→ **The input**:
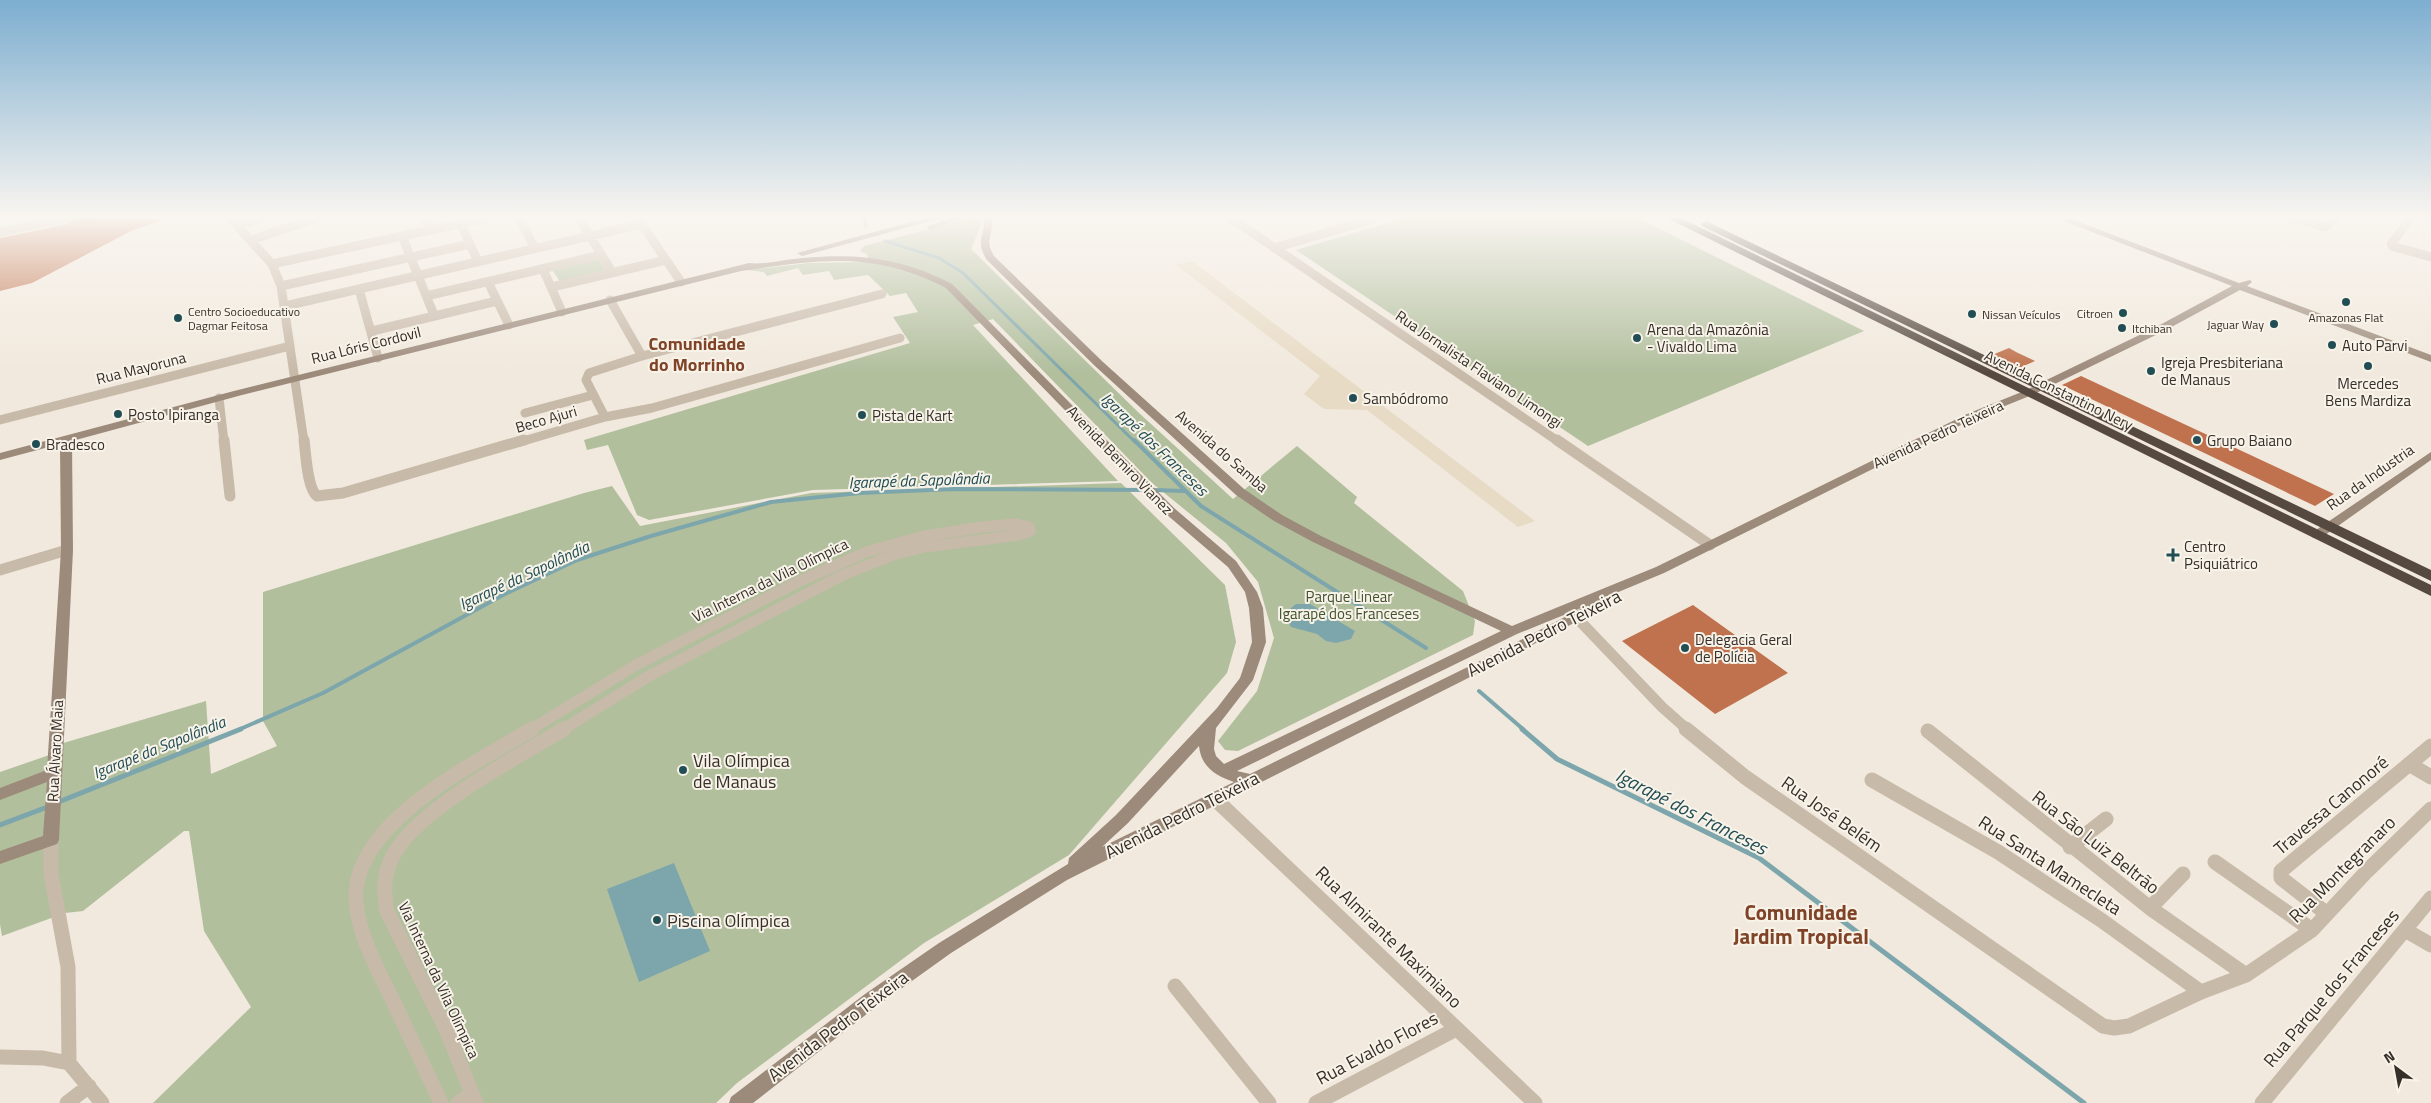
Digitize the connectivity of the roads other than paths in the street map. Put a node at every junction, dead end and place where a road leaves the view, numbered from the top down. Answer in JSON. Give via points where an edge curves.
{"nodes":[{"id":1,"x":274,"y":269,"type":"edge"},
{"id":2,"x":355,"y":269,"type":"edge"},
{"id":3,"x":416,"y":269,"type":"edge"},
{"id":4,"x":446,"y":269,"type":"edge"},
{"id":5,"x":541,"y":269,"type":"edge"},
{"id":6,"x":543,"y":269,"type":"edge"},
{"id":7,"x":610,"y":269,"type":"edge"},
{"id":8,"x":623,"y":269,"type":"edge"},
{"id":9,"x":672,"y":269,"type":"edge"},
{"id":10,"x":735,"y":269,"type":"edge"},
{"id":11,"x":919,"y":269,"type":"edge"},
{"id":12,"x":1002,"y":269,"type":"edge"},
{"id":13,"x":1306,"y":269,"type":"edge"},
{"id":14,"x":1780,"y":269,"type":"edge"},
{"id":15,"x":1796,"y":269,"type":"edge"},
{"id":16,"x":2203,"y":269,"type":"edge"},
{"id":17,"x":2207,"y":269,"type":"edge"},
{"id":18,"x":612,"y":272,"type":"junction"},
{"id":19,"x":418,"y":276,"type":"junction"},
{"id":20,"x":488,"y":282,"type":"junction"},
{"id":21,"x":681,"y":282,"type":"junction"},
{"id":22,"x":2243,"y":284,"type":"junction"},
{"id":23,"x":281,"y":286,"type":"junction"},
{"id":24,"x":552,"y":287,"type":"junction"},
{"id":25,"x":359,"y":289,"type":"junction"},
{"id":26,"x":882,"y":294,"type":"dead end"},
{"id":27,"x":2221,"y":295,"type":"junction"},
{"id":28,"x":426,"y":296,"type":"junction"},
{"id":29,"x":2274,"y":299,"type":"junction"},
{"id":30,"x":497,"y":300,"type":"junction"},
{"id":31,"x":610,"y":300,"type":"junction"},
{"id":32,"x":285,"y":306,"type":"junction"},
{"id":33,"x":562,"y":312,"type":"junction"},
{"id":34,"x":434,"y":315,"type":"junction"},
{"id":35,"x":509,"y":325,"type":"junction"},
{"id":36,"x":372,"y":331,"type":"junction"},
{"id":37,"x":900,"y":338,"type":"dead end"},
{"id":38,"x":290,"y":346,"type":"junction"},
{"id":39,"x":2431,"y":351,"type":"edge"},
{"id":40,"x":642,"y":356,"type":"junction"},
{"id":41,"x":378,"y":358,"type":"junction"},
{"id":42,"x":2431,"y":359,"type":"edge"},
{"id":43,"x":295,"y":378,"type":"junction"},
{"id":44,"x":2033,"y":390,"type":"junction"},
{"id":45,"x":593,"y":395,"type":"junction"},
{"id":46,"x":218,"y":398,"type":"junction"},
{"id":47,"x":525,"y":413,"type":"dead end"},
{"id":48,"x":605,"y":417,"type":"junction"},
{"id":49,"x":0,"y":420,"type":"edge"},
{"id":50,"x":66,"y":439,"type":"junction"},
{"id":51,"x":2431,"y":455,"type":"edge"},
{"id":52,"x":0,"y":457,"type":"edge"},
{"id":53,"x":230,"y":496,"type":"dead end"},
{"id":54,"x":2323,"y":530,"type":"junction"},
{"id":55,"x":1710,"y":545,"type":"junction"},
{"id":56,"x":67,"y":550,"type":"junction"},
{"id":57,"x":0,"y":570,"type":"edge"},
{"id":58,"x":838,"y":570,"type":"junction"},
{"id":59,"x":1654,"y":573,"type":"junction"},
{"id":60,"x":2431,"y":576,"type":"edge"},
{"id":61,"x":2431,"y":591,"type":"edge"},
{"id":62,"x":1576,"y":617,"type":"junction"},
{"id":63,"x":722,"y":620,"type":"junction"},
{"id":64,"x":734,"y":631,"type":"junction"},
{"id":65,"x":1512,"y":631,"type":"junction"},
{"id":66,"x":1492,"y":640,"type":"junction"},
{"id":67,"x":1494,"y":660,"type":"junction"},
{"id":68,"x":563,"y":710,"type":"junction"},
{"id":69,"x":576,"y":721,"type":"junction"},
{"id":70,"x":1210,"y":724,"type":"junction"},
{"id":71,"x":1928,"y":732,"type":"dead end"},
{"id":72,"x":2431,"y":746,"type":"edge"},
{"id":73,"x":489,"y":756,"type":"junction"},
{"id":74,"x":2409,"y":764,"type":"junction"},
{"id":75,"x":502,"y":767,"type":"junction"},
{"id":76,"x":1222,"y":772,"type":"junction"},
{"id":77,"x":2431,"y":777,"type":"edge"},
{"id":78,"x":1252,"y":780,"type":"junction"},
{"id":79,"x":1872,"y":780,"type":"dead end"},
{"id":80,"x":53,"y":781,"type":"junction"},
{"id":81,"x":0,"y":794,"type":"edge"},
{"id":82,"x":1215,"y":799,"type":"junction"},
{"id":83,"x":2431,"y":809,"type":"edge"},
{"id":84,"x":2106,"y":819,"type":"dead end"},
{"id":85,"x":51,"y":840,"type":"junction"},
{"id":86,"x":2070,"y":846,"type":"junction"},
{"id":87,"x":0,"y":858,"type":"edge"},
{"id":88,"x":2214,"y":862,"type":"dead end"},
{"id":89,"x":2183,"y":874,"type":"dead end"},
{"id":90,"x":1061,"y":875,"type":"junction"},
{"id":91,"x":2431,"y":898,"type":"edge"},
{"id":92,"x":2150,"y":908,"type":"junction"},
{"id":93,"x":2326,"y":913,"type":"junction"},
{"id":94,"x":2312,"y":930,"type":"junction"},
{"id":95,"x":2405,"y":930,"type":"junction"},
{"id":96,"x":2431,"y":945,"type":"edge"},
{"id":97,"x":2246,"y":975,"type":"junction"},
{"id":98,"x":1175,"y":986,"type":"dead end"},
{"id":99,"x":2201,"y":992,"type":"junction"},
{"id":100,"x":2088,"y":1017,"type":"joint"},
{"id":101,"x":1456,"y":1028,"type":"junction"},
{"id":102,"x":0,"y":1057,"type":"edge"},
{"id":103,"x":70,"y":1063,"type":"junction"},
{"id":104,"x":89,"y":1086,"type":"junction"},
{"id":105,"x":474,"y":1098,"type":"edge"},
{"id":106,"x":742,"y":1102,"type":"edge"},
{"id":107,"x":67,"y":1103,"type":"edge"},
{"id":108,"x":102,"y":1103,"type":"edge"},
{"id":109,"x":442,"y":1103,"type":"edge"},
{"id":110,"x":458,"y":1103,"type":"edge"},
{"id":111,"x":1269,"y":1103,"type":"edge"},
{"id":112,"x":1316,"y":1103,"type":"edge"},
{"id":113,"x":1535,"y":1103,"type":"edge"},
{"id":114,"x":2262,"y":1103,"type":"edge"}],
"edges":[{"from":1,"to":23,"type":"street"},
{"from":2,"to":23,"type":"street"},
{"from":3,"to":19,"type":"street"},
{"from":4,"to":19,"type":"street"},
{"from":5,"to":20,"type":"street"},
{"from":6,"to":24,"type":"street"},
{"from":7,"to":18,"type":"street"},
{"from":8,"to":18,"type":"street"},
{"from":9,"to":21,"type":"street"},
{"from":10,"to":21,"type":"street","name":"Rua Lóris Cordovil"},
{"from":11,"to":70,"type":"street","name":"Avenida Bemiro Vianez","via":[[949,286],[1170,511],[1232,564],[1251,592],[1259,642],[1254,661],[1246,680]]},
{"from":12,"to":65,"type":"street","name":"Avenida do Samba","via":[[1240,492],[1278,518],[1317,538]]},
{"from":13,"to":55,"type":"street","name":"Rua Jornalista Flaviano Limongi"},
{"from":14,"to":44,"type":"highway","name":"Avenida Constantino Nery"},
{"from":15,"to":44,"type":"highway","name":"Avenida Constantino Nery"},
{"from":16,"to":22,"type":"street"},
{"from":17,"to":22,"type":"street"},
{"from":18,"to":24,"type":"street"},
{"from":19,"to":25,"type":"street"},
{"from":19,"to":28,"type":"street"},
{"from":20,"to":28,"type":"street"},
{"from":20,"to":30,"type":"street"},
{"from":21,"to":31,"type":"street","name":"Rua Lóris Cordovil"},
{"from":22,"to":27,"type":"street","name":"Avenida Pedro Teixeira"},
{"from":22,"to":29,"type":"street"},
{"from":22,"to":39,"type":"street"},
{"from":23,"to":32,"type":"street"},
{"from":24,"to":33,"type":"street"},
{"from":25,"to":32,"type":"street"},
{"from":25,"to":36,"type":"street"},
{"from":26,"to":40,"type":"street"},
{"from":27,"to":29,"type":"street","name":"Avenida Pedro Teixeira","via":[[2249,294]]},
{"from":27,"to":44,"type":"street","name":"Avenida Pedro Teixeira","via":[[2160,329]]},
{"from":28,"to":34,"type":"street"},
{"from":29,"to":42,"type":"street"},
{"from":30,"to":34,"type":"street"},
{"from":30,"to":35,"type":"street"},
{"from":31,"to":33,"type":"street","name":"Rua Lóris Cordovil"},
{"from":31,"to":40,"type":"street"},
{"from":32,"to":38,"type":"street"},
{"from":33,"to":35,"type":"street","name":"Rua Lóris Cordovil"},
{"from":34,"to":36,"type":"street"},
{"from":35,"to":41,"type":"street","name":"Rua Lóris Cordovil"},
{"from":36,"to":41,"type":"street"},
{"from":37,"to":48,"type":"street","name":"Beco Ajuri","via":[[652,408]]},
{"from":38,"to":43,"type":"street"},
{"from":38,"to":49,"type":"street","name":"Rua Mayoruna"},
{"from":40,"to":45,"type":"street","via":[[587,374],[586,380]]},
{"from":41,"to":43,"type":"street","name":"Rua Lóris Cordovil"},
{"from":43,"to":46,"type":"street","name":"Rua Lóris Cordovil"},
{"from":43,"to":48,"type":"street","name":"Beco Ajuri","via":[[310,484],[318,496],[343,493]]},
{"from":44,"to":54,"type":"highway","name":"Avenida Constantino Nery"},
{"from":44,"to":55,"type":"street","name":"Avenida Pedro Teixeira","via":[[1971,416]]},
{"from":45,"to":47,"type":"street"},
{"from":45,"to":48,"type":"street"},
{"from":46,"to":50,"type":"street","name":"Rua Lóris Cordovil"},
{"from":46,"to":53,"type":"street"},
{"from":50,"to":52,"type":"street","name":"Rua Lóris Cordovil"},
{"from":50,"to":56,"type":"street","name":"Rua Álvaro Maia"},
{"from":51,"to":54,"type":"street","name":"Rua da Industria"},
{"from":54,"to":60,"type":"highway","name":"Avenida Constantino Nery"},
{"from":54,"to":61,"type":"highway","name":"Avenida Constantino Nery"},
{"from":55,"to":59,"type":"street","name":"Avenida Pedro Teixeira"},
{"from":56,"to":57,"type":"street"},
{"from":56,"to":80,"type":"street","name":"Rua Álvaro Maia"},
{"from":58,"to":58,"type":"street","name":"Via Interna da Vila Olímpica","via":[[925,547],[1019,536],[1030,529],[1015,524],[924,536],[866,552]]},
{"from":58,"to":63,"type":"street","name":"Via Interna da Vila Olímpica"},
{"from":58,"to":64,"type":"street","name":"Via Interna da Vila Olímpica"},
{"from":59,"to":62,"type":"street","name":"Avenida Pedro Teixeira","via":[[1648,580]]},
{"from":59,"to":65,"type":"street","name":"Avenida Pedro Teixeira"},
{"from":62,"to":67,"type":"street","name":"Avenida Pedro Teixeira"},
{"from":62,"to":100,"type":"street","name":"Rua José Belém","via":[[1662,707],[1717,755]]},
{"from":63,"to":64,"type":"street"},
{"from":63,"to":68,"type":"street","name":"Via Interna da Vila Olímpica","via":[[636,665]]},
{"from":64,"to":69,"type":"street","name":"Via Interna da Vila Olímpica","via":[[649,676]]},
{"from":65,"to":66,"type":"street","name":"Avenida Pedro Teixeira"},
{"from":66,"to":67,"type":"street","via":[[1496,648]]},
{"from":66,"to":76,"type":"street","name":"Avenida Pedro Teixeira"},
{"from":67,"to":78,"type":"street","name":"Avenida Pedro Teixeira"},
{"from":68,"to":69,"type":"street"},
{"from":68,"to":73,"type":"street","name":"Via Interna da Vila Olímpica"},
{"from":69,"to":75,"type":"street","name":"Via Interna da Vila Olímpica"},
{"from":70,"to":76,"type":"street","via":[[1206,748]]},
{"from":70,"to":90,"type":"street","name":"Avenida Bemiro Vianez","via":[[1122,819]]},
{"from":71,"to":86,"type":"street","name":"Rua São Luiz Beltrão"},
{"from":72,"to":74,"type":"street","name":"Travessa Canonoré"},
{"from":73,"to":75,"type":"street"},
{"from":73,"to":109,"type":"street","name":"Via Interna da Vila Olímpica","via":[[409,808],[384,832],[360,871],[356,890],[362,933]]},
{"from":74,"to":77,"type":"street","name":"Travessa Canonoré"},
{"from":74,"to":93,"type":"street","name":"Travessa Canonoré","via":[[2281,871],[2281,878]]},
{"from":75,"to":105,"type":"street","name":"Via Interna da Vila Olímpica","via":[[441,806],[406,836],[392,856],[382,885],[387,911],[427,989]]},
{"from":76,"to":78,"type":"street"},
{"from":78,"to":82,"type":"street","name":"Avenida Pedro Teixeira"},
{"from":79,"to":99,"type":"street","name":"Rua Santa Mamecleta","via":[[1998,852]]},
{"from":80,"to":81,"type":"street"},
{"from":80,"to":85,"type":"street","name":"Rua Álvaro Maia"},
{"from":82,"to":90,"type":"street","name":"Avenida Pedro Teixeira"},
{"from":82,"to":101,"type":"street","name":"Rua Almirante Maximiano"},
{"from":83,"to":93,"type":"street","name":"Rua Montegranaro"},
{"from":84,"to":86,"type":"street"},
{"from":85,"to":87,"type":"street"},
{"from":85,"to":103,"type":"street","name":"Rua Álvaro Maia","via":[[51,874],[68,966]]},
{"from":86,"to":92,"type":"street","name":"Rua São Luiz Beltrão"},
{"from":88,"to":94,"type":"street"},
{"from":89,"to":92,"type":"street"},
{"from":90,"to":106,"type":"street","name":"Avenida Pedro Teixeira","via":[[953,942],[871,1000]]},
{"from":91,"to":95,"type":"street","name":"Rua Parque dos Franceses"},
{"from":92,"to":97,"type":"street","name":"Rua São Luiz Beltrão"},
{"from":93,"to":94,"type":"street","name":"Rua Montegranaro"},
{"from":94,"to":97,"type":"street","name":"Rua Montegranaro"},
{"from":95,"to":96,"type":"street"},
{"from":95,"to":114,"type":"street","name":"Rua Parque dos Franceses"},
{"from":97,"to":99,"type":"street","name":"Rua Montegranaro"},
{"from":98,"to":111,"type":"street"},
{"from":99,"to":100,"type":"street","name":"Rua Montegranaro","via":[[2129,1026],[2102,1026]]},
{"from":101,"to":112,"type":"street","name":"Rua Evaldo Flores"},
{"from":101,"to":113,"type":"street","name":"Rua Almirante Maximiano"},
{"from":102,"to":103,"type":"street","via":[[43,1058]]},
{"from":103,"to":104,"type":"street"},
{"from":104,"to":107,"type":"street"},
{"from":104,"to":108,"type":"street"},
{"from":105,"to":110,"type":"street"}]}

→ **Task instructions**: Search the records above for the string "Travessa" and copy each line that holds it.

→ **Written solution**:
{"from":72,"to":74,"type":"street","name":"Travessa Canonoré"},
{"from":74,"to":77,"type":"street","name":"Travessa Canonoré"},
{"from":74,"to":93,"type":"street","name":"Travessa Canonoré","via":[[2281,871],[2281,878]]},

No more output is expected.